Николай Аспинедов умолк. На его лице заиграла странная улыбка. Елена не сводила глаз с отца, жизнь которого, как ей стало известно, изобиловала, оказывается, не только интересными, но также и очень опасными приключениями.

- Почему ты так улыбаешься, папа? - не вытерпела она.

- Улыбаюсь, дорогая, потому, что и сам не понимаю, каким образом умудрилась не сойти с ума твоя покойная мать, когда ты в трехлетнем возрасте чуть было не превратилась в своей кроватке в белую тень.

Елена побледнела.

- Я?.. В белую тень?! - с испугом воскликнула она.

- Ну да.

- Каким же образом?.. Что ты выдумываешь, папа!..

- Потерпи, милая, узнаешь как мы спасли тебя от грозившей опасности, - ласково успокоил ее Аспинедов. Пригладив свою седую гриву, он продолжал:

- Итак, слушай! В 1926 году, когда тебе исполнялось три года, бабушка твоя была еще жива; она очень любила тебя и с утра до вечера была занята только тобой. В ту пору мы еще жили в Ленинграде.

Мои ближайшие друзья Давид и Лео Аденцы приехали на научную сессию физиков из Армении. Давид привез с собою Абэка. Так как мать Абэка скончалась, то жена Лео Аденца, Сара Карповна, стала воспитательницей Абэка.

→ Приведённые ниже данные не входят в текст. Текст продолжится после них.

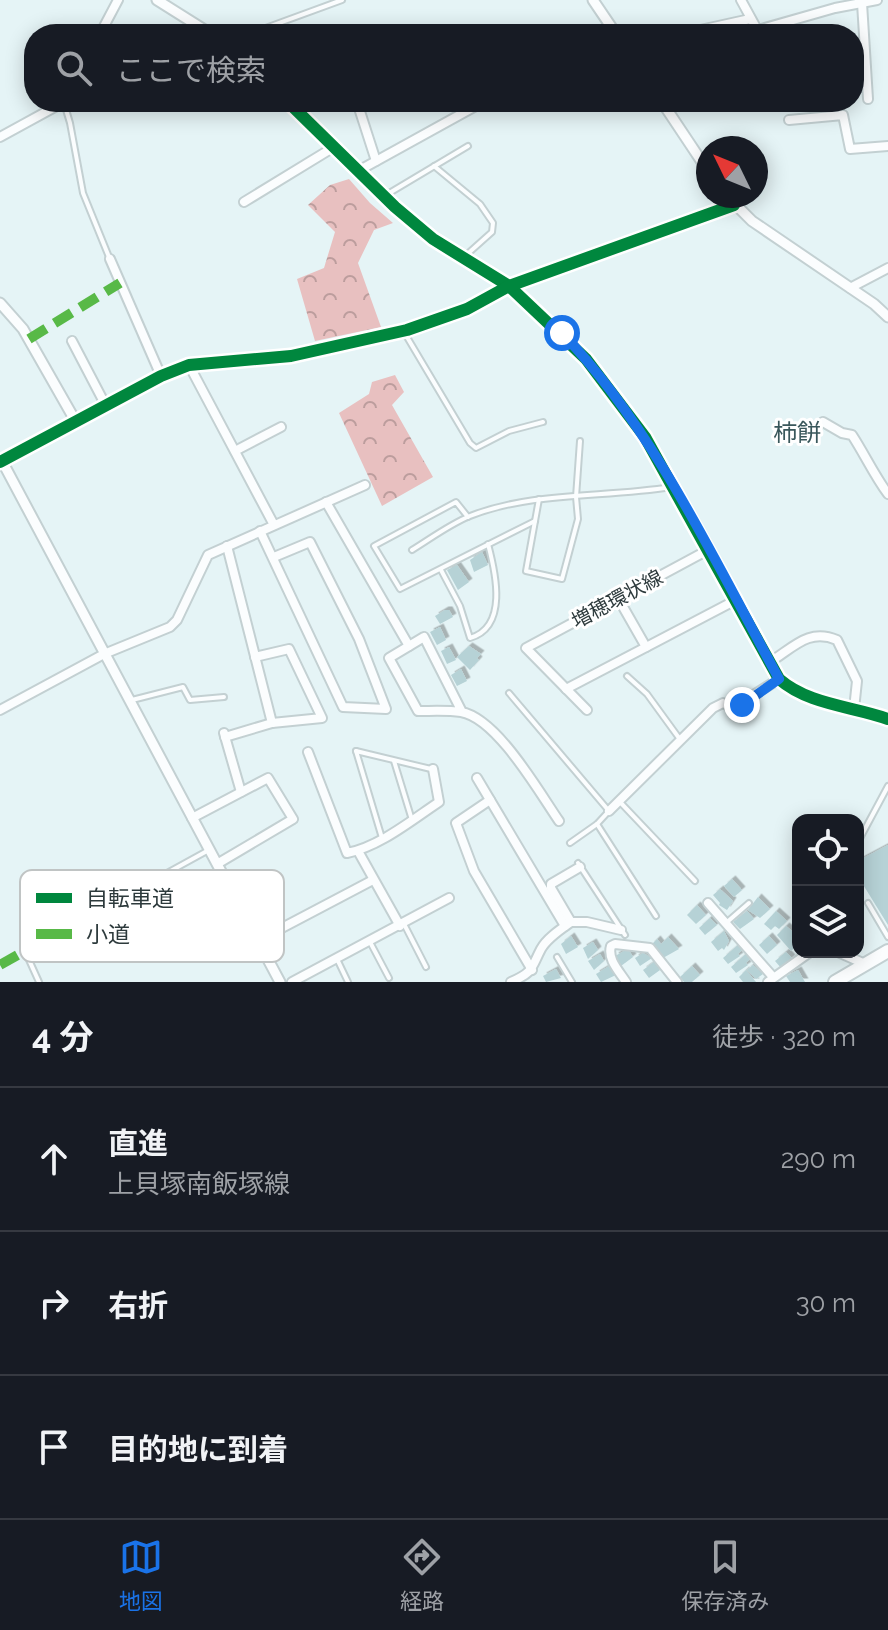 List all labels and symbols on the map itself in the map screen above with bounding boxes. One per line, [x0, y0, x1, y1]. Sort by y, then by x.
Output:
north arrow [696, 136, 768, 208]
route start [544, 315, 580, 351]
district label: 柿餅 [773, 418, 821, 447]
street label: 増穂環状線 [567, 565, 667, 633]
route end [724, 687, 760, 723]
legend [20, 870, 284, 962]
text: 自転車道 [86, 885, 174, 911]
text: 小道 [86, 921, 130, 947] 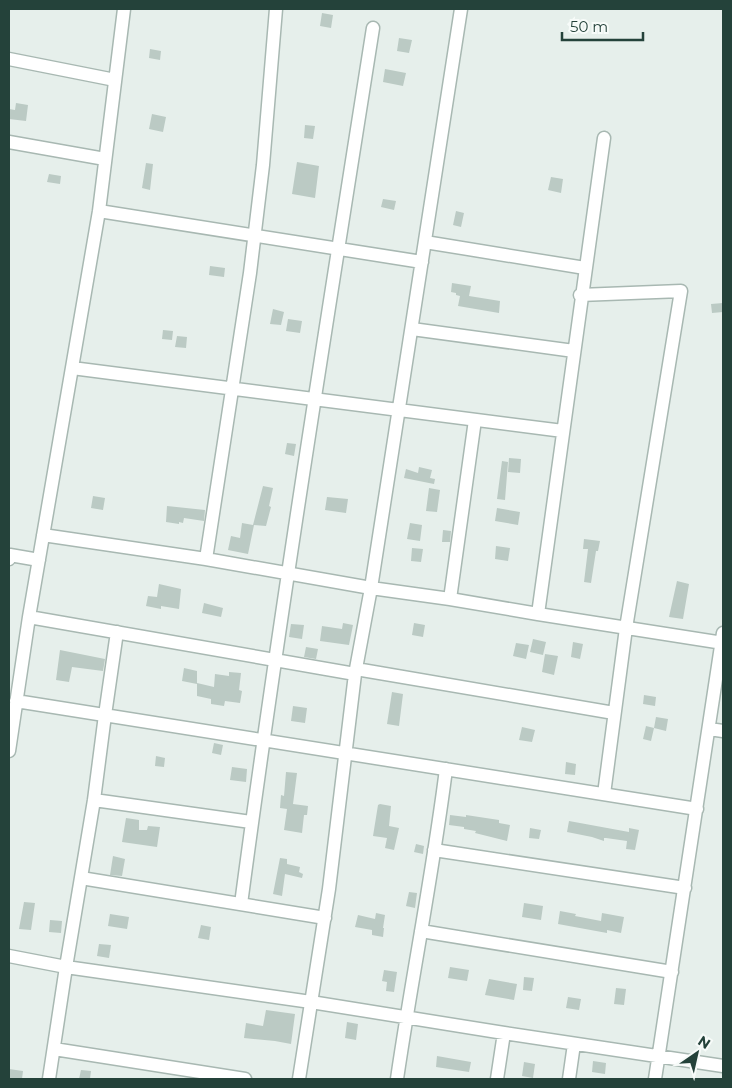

Она-то и забрала его с собою в Ленинград. Абэку тогда исполнилось только шесть лет. Они пришли к нам на твои именины. На вечере присутствовали также другие наши давнишние товарищи и близкие знакомые. Не было среди них только Ильи Дерягина.

Вечер этот ознаменовался тем, что пришла к нам и жена покойного моего опекуна Богдана Аспинедова - престарелая Мария Терентьевна. Она, единственная из всех гостей, принесла тебе подходящий по возрасту подарок: это была прелестная куколка очень своеобразного вида. В ней особенно поражало нас то, что эта металлическая игрушка, необычайно легкая и прозрачная, порою словно бы меняла окраску - то розовела, то становилась лиловой или молочно-белой.